Because of Its “Ordinary Course” Nature, Eighth Circuit Rules that Employee’s Administrative Expense Request For Employment Discrimination Is Not Subject to Discharge

Contributed by Andrea Saavedra
In a typical chapter 11 case, a debtor’s administrative expenses do not raise much controversy because the debtor has paid them in the “ordinary course of its business” during the pendency of the case or, to the extent that it has not, its plan will provide for payment in full of valid administrative expenses at emergence from bankruptcy.  Thus, a debtor can reasonably predict the extent or scope of administrative expenses that it will likely have to pay as a consequence of its chapter 11 case.

The additional requirement that administrative expense holders file requests for payment of administrative expenses by a specified bar date, imposed in some cases, adds another layer of certainty for the debtor, enabling the debtor to conclude that there should be little, if any, unknown administrative expenses that could somehow “ride through” (i.e., be excepted from discharge) the bankruptcy and remain ongoing obligations of the reorganized debtor.   Can administrative expense bar dates provide absolute certainty that an unanticipated administrative expense claim will not ride through? The answer is no – particularly when the order establishing the administrative expense bar date excepts from its ambit specific types of claims.  This was the case in Sanchez v. Northwest Airlines, Inc., where the debtor, Northwest Airlines, Inc., believed that its administrative bar date order had narrowly limited the types of administrative claims that could ride through.  It discovered, however, that the scope of administrative expenses that would remain “alive and well” post-bankruptcy was broader than it had intended.

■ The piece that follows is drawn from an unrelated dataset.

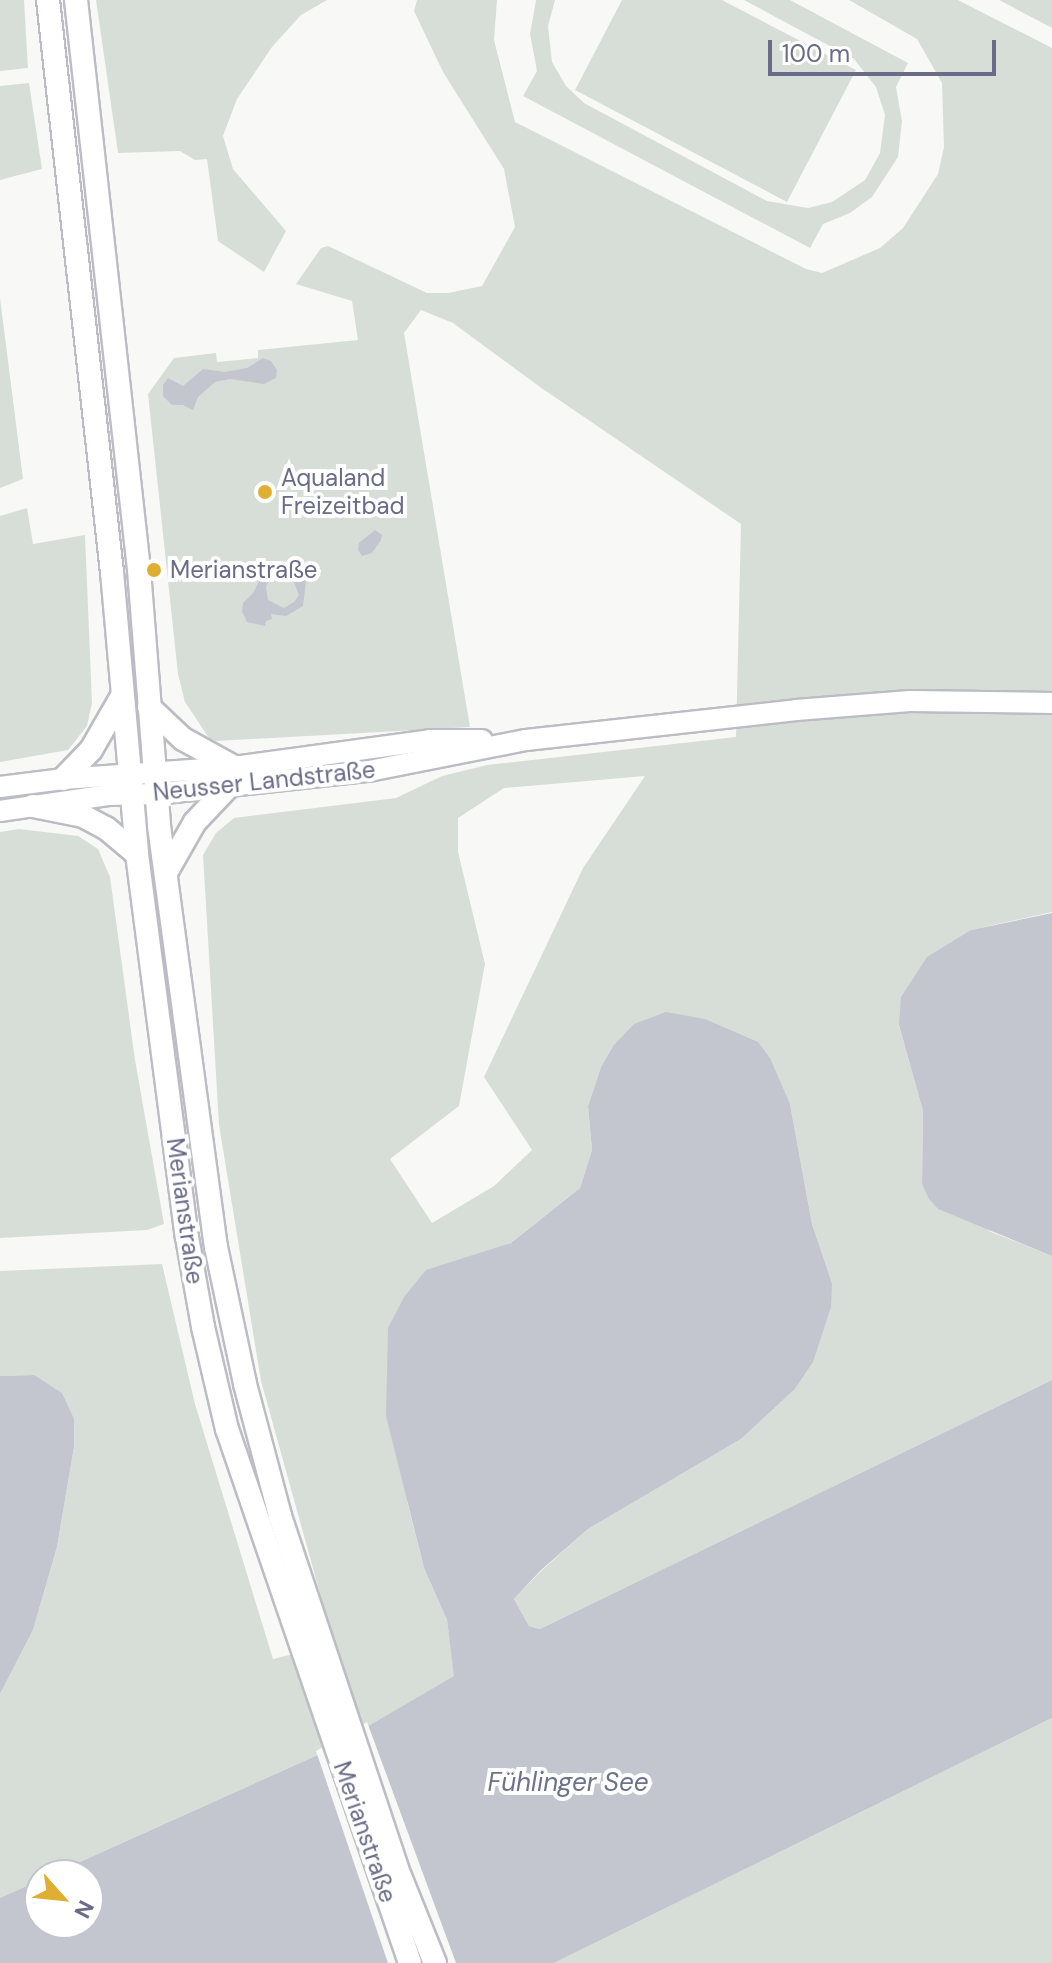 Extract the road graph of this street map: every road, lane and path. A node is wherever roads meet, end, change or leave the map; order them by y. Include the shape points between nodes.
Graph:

In Sanchez, the court examined whether an employee’s action seeking damages for Northwest’s alleged violation of the Americans with Disabilities Act in connection with its postpetition, pre-confirmation rescission of an offer of a management position to the employee was discharged under the terms of Northwest’s chapter 11 plan.  Northwest argued that the employee’s claim had been discharged because it accrued in the postpetition period, and despite records showing that he was provided notice of Northwest’s administrative bar date, the employee failed to file a timely administrative expense request seeking his payment.  The employee countered that he had not received notice of the administrative bar date, but that, in any event, his claim was not subject to the terms of the administrative bar date order as the administrative bar date notice specifically excepted “liabilities incurred in the ordinary course of the debtor’s business” from the types of claims subject to the bar date. The court focused on the employee’s second argument.

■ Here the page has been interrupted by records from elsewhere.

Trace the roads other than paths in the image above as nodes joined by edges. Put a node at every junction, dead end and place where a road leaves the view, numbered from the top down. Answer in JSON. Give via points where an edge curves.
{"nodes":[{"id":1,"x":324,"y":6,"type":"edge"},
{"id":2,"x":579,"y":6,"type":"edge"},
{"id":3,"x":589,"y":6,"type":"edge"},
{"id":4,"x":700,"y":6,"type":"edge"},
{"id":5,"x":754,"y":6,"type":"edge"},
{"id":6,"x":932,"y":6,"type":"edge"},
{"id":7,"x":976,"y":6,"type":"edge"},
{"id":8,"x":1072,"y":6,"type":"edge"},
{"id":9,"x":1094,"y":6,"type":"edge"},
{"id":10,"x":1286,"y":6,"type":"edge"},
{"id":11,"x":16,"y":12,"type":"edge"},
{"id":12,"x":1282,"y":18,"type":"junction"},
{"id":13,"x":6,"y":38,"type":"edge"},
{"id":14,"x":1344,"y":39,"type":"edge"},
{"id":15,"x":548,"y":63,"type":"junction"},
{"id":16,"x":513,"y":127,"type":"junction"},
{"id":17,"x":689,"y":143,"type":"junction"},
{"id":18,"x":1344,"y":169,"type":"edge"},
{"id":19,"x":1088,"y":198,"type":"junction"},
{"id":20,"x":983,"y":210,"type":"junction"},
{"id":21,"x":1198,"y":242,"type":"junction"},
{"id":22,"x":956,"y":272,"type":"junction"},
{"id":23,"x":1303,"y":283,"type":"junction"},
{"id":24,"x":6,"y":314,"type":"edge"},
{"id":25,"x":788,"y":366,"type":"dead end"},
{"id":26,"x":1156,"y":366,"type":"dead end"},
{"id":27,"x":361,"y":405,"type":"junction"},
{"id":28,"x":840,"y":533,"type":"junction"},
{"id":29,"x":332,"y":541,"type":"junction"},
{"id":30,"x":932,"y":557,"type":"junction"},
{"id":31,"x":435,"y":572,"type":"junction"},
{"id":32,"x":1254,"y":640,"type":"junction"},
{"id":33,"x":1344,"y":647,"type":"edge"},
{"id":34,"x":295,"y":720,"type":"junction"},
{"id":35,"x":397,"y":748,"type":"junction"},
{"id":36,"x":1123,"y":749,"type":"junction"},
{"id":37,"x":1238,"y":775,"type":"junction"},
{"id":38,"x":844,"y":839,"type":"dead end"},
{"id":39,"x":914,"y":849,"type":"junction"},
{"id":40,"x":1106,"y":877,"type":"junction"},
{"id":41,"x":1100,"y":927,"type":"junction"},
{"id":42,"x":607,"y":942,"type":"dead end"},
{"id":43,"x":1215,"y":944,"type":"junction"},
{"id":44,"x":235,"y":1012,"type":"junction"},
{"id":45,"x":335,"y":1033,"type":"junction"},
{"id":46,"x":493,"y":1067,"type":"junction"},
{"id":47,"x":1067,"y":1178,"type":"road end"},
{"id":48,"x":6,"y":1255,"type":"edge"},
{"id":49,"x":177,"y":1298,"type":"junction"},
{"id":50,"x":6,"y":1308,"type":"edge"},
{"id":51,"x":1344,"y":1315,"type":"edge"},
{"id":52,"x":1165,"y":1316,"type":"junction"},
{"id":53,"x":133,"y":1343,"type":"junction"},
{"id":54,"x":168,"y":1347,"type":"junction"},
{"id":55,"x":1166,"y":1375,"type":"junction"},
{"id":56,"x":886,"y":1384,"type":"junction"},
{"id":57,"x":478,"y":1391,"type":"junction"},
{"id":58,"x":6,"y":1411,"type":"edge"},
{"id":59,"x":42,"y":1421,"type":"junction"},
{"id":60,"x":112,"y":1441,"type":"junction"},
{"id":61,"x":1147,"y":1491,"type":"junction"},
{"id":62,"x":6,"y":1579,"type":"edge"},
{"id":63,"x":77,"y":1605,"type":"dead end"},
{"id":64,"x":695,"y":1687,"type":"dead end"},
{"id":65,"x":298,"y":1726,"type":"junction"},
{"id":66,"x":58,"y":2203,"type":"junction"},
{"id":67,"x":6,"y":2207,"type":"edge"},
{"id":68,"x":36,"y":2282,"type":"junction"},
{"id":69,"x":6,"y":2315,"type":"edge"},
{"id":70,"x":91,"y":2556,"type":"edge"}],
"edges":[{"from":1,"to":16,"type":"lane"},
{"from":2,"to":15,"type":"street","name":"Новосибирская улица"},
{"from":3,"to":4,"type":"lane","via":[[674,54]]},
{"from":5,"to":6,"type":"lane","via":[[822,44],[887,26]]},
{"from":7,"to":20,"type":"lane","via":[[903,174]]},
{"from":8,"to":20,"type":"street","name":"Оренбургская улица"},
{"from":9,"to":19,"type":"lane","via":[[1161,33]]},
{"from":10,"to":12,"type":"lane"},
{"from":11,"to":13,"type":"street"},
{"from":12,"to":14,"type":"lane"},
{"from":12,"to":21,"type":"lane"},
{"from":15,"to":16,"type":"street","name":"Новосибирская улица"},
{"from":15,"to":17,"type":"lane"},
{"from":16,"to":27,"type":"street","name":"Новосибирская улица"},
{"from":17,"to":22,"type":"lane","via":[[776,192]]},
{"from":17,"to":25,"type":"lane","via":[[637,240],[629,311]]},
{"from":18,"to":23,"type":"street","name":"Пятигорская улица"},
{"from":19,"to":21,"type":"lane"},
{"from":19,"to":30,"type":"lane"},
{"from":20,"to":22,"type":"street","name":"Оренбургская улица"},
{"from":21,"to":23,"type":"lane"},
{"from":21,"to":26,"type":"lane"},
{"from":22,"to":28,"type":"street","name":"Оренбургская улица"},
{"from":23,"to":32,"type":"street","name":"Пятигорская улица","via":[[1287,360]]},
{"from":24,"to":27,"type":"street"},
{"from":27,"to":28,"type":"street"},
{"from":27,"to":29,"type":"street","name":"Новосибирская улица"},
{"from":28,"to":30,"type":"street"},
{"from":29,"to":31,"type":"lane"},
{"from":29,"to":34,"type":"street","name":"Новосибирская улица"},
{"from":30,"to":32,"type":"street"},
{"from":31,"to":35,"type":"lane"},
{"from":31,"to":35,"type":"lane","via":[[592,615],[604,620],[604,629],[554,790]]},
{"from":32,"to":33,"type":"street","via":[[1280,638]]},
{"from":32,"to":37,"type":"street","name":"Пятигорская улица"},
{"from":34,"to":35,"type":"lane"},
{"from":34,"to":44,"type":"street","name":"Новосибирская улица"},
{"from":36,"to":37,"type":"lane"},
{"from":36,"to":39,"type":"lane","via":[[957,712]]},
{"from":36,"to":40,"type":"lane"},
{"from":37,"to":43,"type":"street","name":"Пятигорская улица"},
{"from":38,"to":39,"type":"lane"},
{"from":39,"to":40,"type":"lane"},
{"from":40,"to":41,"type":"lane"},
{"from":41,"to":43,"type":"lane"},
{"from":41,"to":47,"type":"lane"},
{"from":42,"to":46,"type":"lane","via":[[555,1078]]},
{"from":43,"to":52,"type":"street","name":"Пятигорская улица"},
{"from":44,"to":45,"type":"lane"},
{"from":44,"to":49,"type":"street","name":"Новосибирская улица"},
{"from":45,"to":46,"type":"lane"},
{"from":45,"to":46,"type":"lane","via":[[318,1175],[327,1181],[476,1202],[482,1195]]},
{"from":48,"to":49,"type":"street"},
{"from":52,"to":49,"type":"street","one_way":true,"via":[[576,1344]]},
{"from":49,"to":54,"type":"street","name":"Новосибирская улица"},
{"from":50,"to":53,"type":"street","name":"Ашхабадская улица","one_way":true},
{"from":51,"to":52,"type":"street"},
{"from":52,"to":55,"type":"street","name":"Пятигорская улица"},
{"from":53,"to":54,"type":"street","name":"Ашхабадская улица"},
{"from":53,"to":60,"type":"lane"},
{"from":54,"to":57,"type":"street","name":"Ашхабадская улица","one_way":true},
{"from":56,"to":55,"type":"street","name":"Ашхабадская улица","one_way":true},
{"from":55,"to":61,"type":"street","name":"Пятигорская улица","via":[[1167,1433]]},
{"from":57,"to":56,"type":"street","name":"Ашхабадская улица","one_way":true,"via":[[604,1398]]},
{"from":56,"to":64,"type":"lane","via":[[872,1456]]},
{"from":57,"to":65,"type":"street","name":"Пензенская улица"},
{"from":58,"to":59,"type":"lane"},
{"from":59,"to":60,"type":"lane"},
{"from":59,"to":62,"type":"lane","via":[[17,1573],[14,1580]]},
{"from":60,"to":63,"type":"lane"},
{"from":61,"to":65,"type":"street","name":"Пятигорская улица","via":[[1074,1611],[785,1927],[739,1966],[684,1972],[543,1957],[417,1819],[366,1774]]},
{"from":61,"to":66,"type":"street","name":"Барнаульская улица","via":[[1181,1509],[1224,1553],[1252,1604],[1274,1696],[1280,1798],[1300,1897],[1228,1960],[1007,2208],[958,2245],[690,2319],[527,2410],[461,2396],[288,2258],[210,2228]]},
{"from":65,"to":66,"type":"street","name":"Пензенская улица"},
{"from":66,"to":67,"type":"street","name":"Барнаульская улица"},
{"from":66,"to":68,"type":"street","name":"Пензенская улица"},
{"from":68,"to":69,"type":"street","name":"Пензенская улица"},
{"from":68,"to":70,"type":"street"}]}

The Eighth Circuit’s analysis was twofold: it examined (i) whether the employee’s claim constituted an administrative expense in the first instance and (ii) if the claim qualified as an administrative expense claim, whether the bar date notice required it to be asserted by a specific deadline.  Noting that the employee’s claim for discrimination was a postpetition tort claim and that such claims, as a matter of law under the Supreme Court’s Reading Co. v. Brown and its related progeny, including Eagle-Picher Industries, are considered “costs ordinarily incident to [the] operation of a business” (representing the “limited exception” to the general rule that an administrative expense request must confer an actual benefit to the debtor’s estate and arise from a transaction with the estate), the court held that the employee’s claim was a valid administrative expense request and, therefore, theoretically subject to the discharge provisions of Northwest’s confirmed plan of reorganization.

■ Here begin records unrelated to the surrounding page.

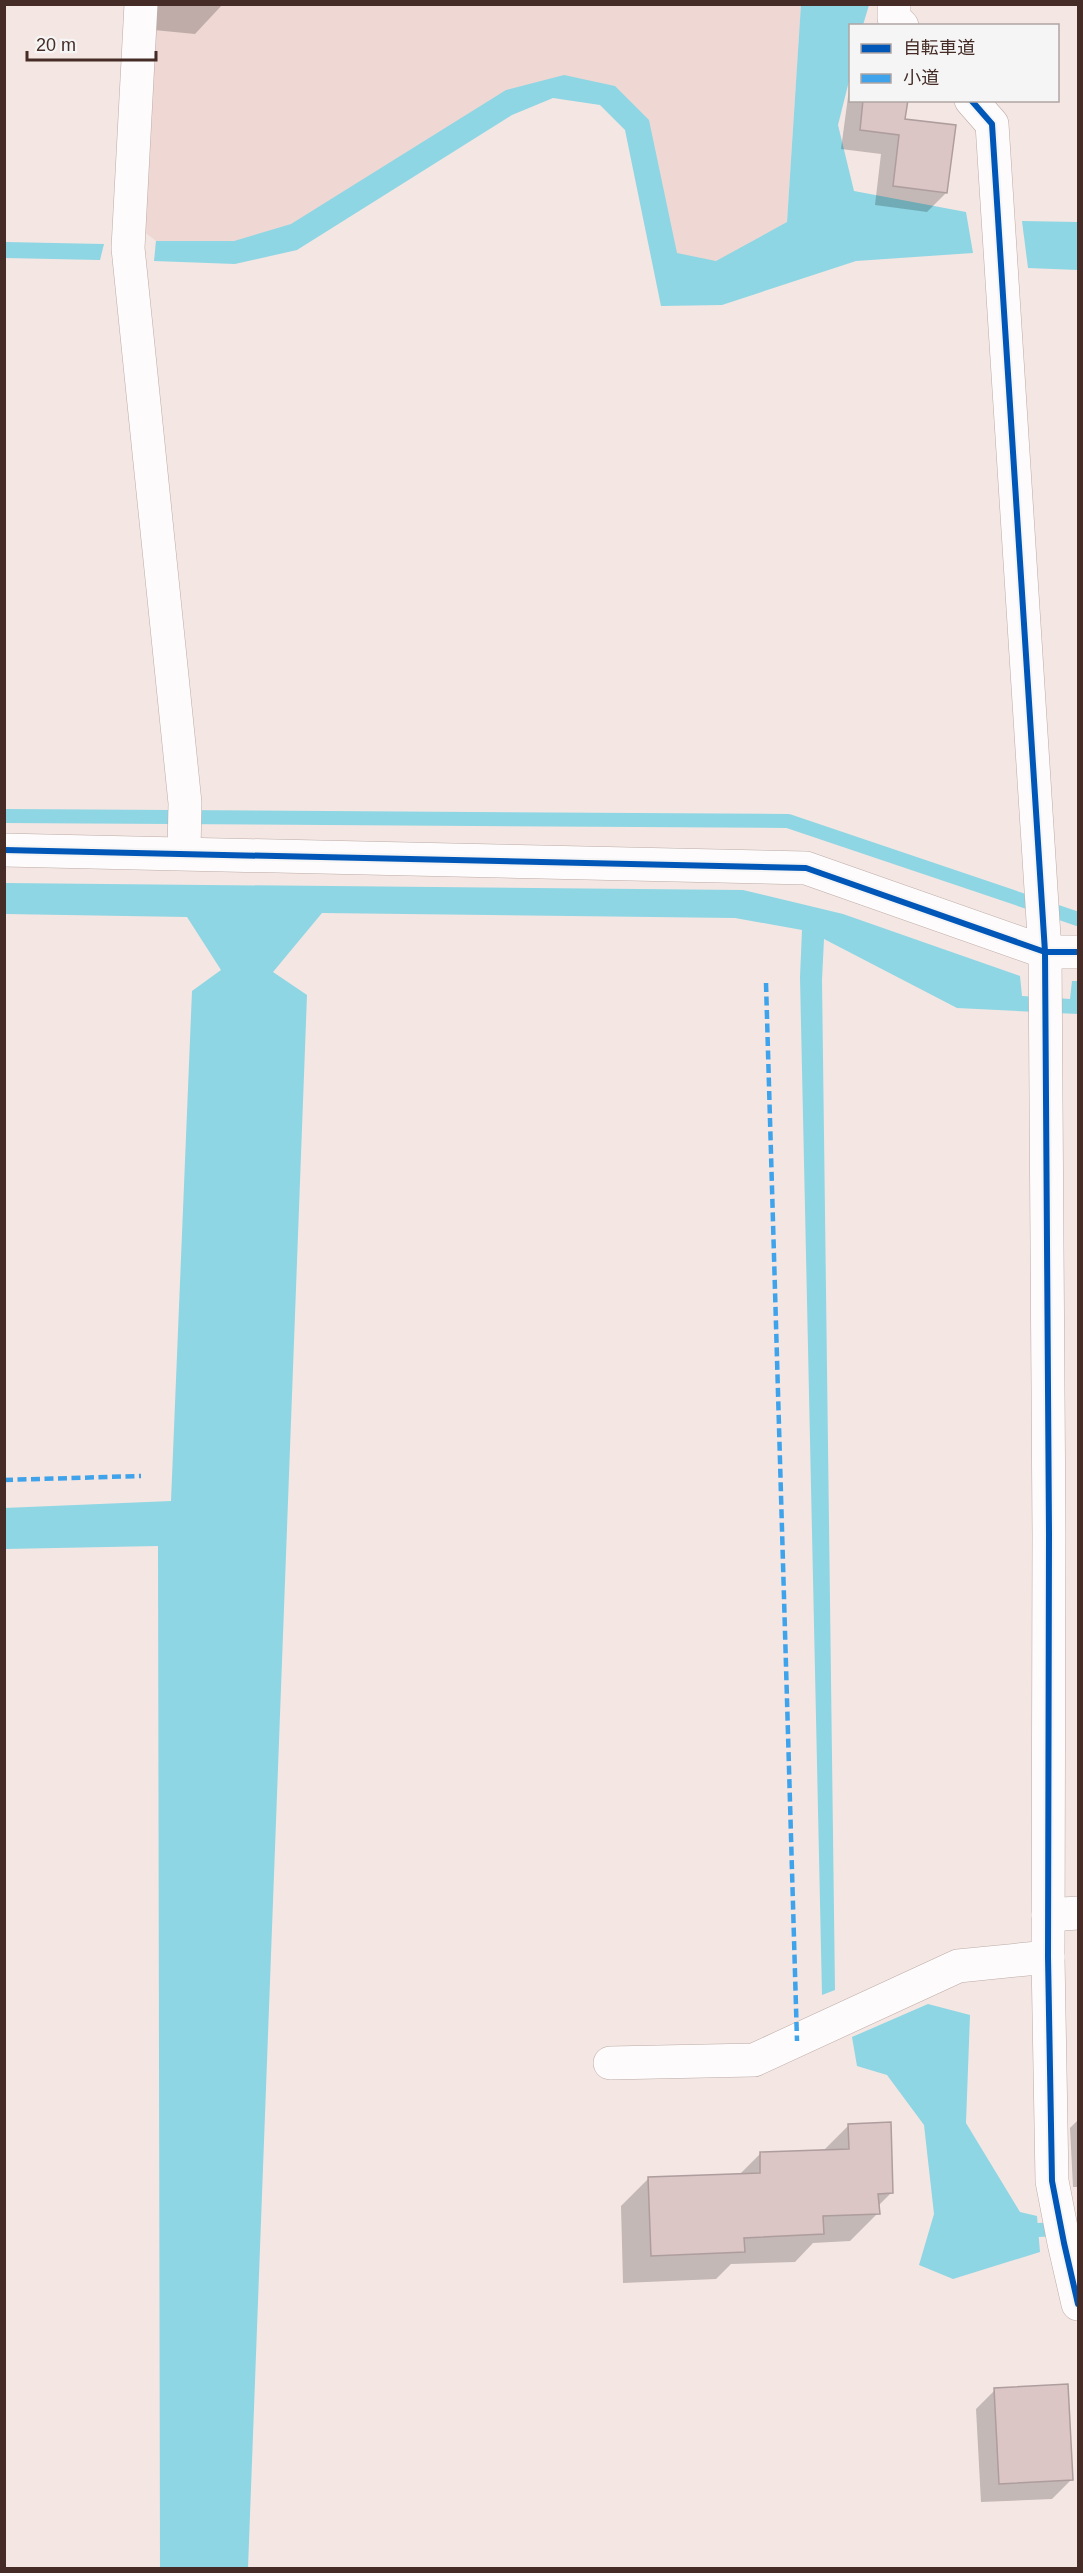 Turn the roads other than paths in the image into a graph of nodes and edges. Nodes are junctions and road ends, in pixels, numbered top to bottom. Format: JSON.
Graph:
{"nodes":[{"id":1,"x":141,"y":4,"type":"edge"},
{"id":2,"x":894,"y":4,"type":"edge"},
{"id":3,"x":900,"y":24,"type":"edge"},
{"id":4,"x":973,"y":102,"type":"edge"},
{"id":5,"x":184,"y":829,"type":"junction"},
{"id":6,"x":4,"y":850,"type":"edge"},
{"id":7,"x":1044,"y":939,"type":"junction"},
{"id":8,"x":1078,"y":952,"type":"edge"},
{"id":9,"x":1063,"y":1914,"type":"edge"},
{"id":10,"x":1048,"y":1957,"type":"junction"},
{"id":11,"x":610,"y":2063,"type":"dead end"},
{"id":12,"x":1078,"y":2304,"type":"edge"}],
"edges":[{"from":1,"to":5,"type":"street"},
{"from":2,"to":3,"type":"street"},
{"from":4,"to":7,"type":"street"},
{"from":5,"to":6,"type":"street"},
{"from":5,"to":7,"type":"street"},
{"from":7,"to":8,"type":"street"},
{"from":7,"to":9,"type":"street"},
{"from":9,"to":10,"type":"street"},
{"from":10,"to":11,"type":"street"},
{"from":10,"to":12,"type":"street"}]}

Whether the employee’s claim was barred by the terms of the particular bar date provided in Northwest’s chapter 11 cases, however, was another question. The court found that, under the terms of the bar date notice, the employee’s claim had not been barred by the passage of the administrative expense bar date.  Although the bar date notice had established deadlines for filing most types of administrative claims, it specifically provided that administrative expense claims for “liabilities incurred in the ordinary course” of Northwest’s business were not required to be asserted by the administrative bar date.
Thus, the court examined whether the employee’s discrimination claim was incurred in the ordinary course of Northwest’s business.  The Eighth Circuit concluded that the employee’s claim fit squarely within the definition for “liabilities incurred in the ordinary course of business” incurred by the debtor.  Even though the claim ostensibly arose from the debtor’s alleged breach of a duty not to discriminate against the employee, because the employee’s activity was necessary to carry out Northwest’s day-to-day operations, the court agreed (and Northwest conceded, for reasons unknown) that the liability should be “properly viewed” as an ordinary course liability.  Consequently, the court concluded that the employee’s claim was not properly discharged under the terms of Northwest’s chapter 11 plan and, rather, rode through the restructuring.  Accordingly, the court reversed the decision of the lower court in favor of Northwest and remanded for further proceedings.
Although many debtors tend not to view such litigation-type claims as being incurred in the “ordinary course of business,” this decision is consistent with previous decisions of other circuit courts of appeals.  As a result, the Sanchez decision reminds us that caution should be taken prior excepting administrative expenses “incurred in the ordinary course of business” from those that need to be asserted by an administrative bar date.  Otherwise, the nature and extent of administrative claims that “ride through” will be anything besides certain.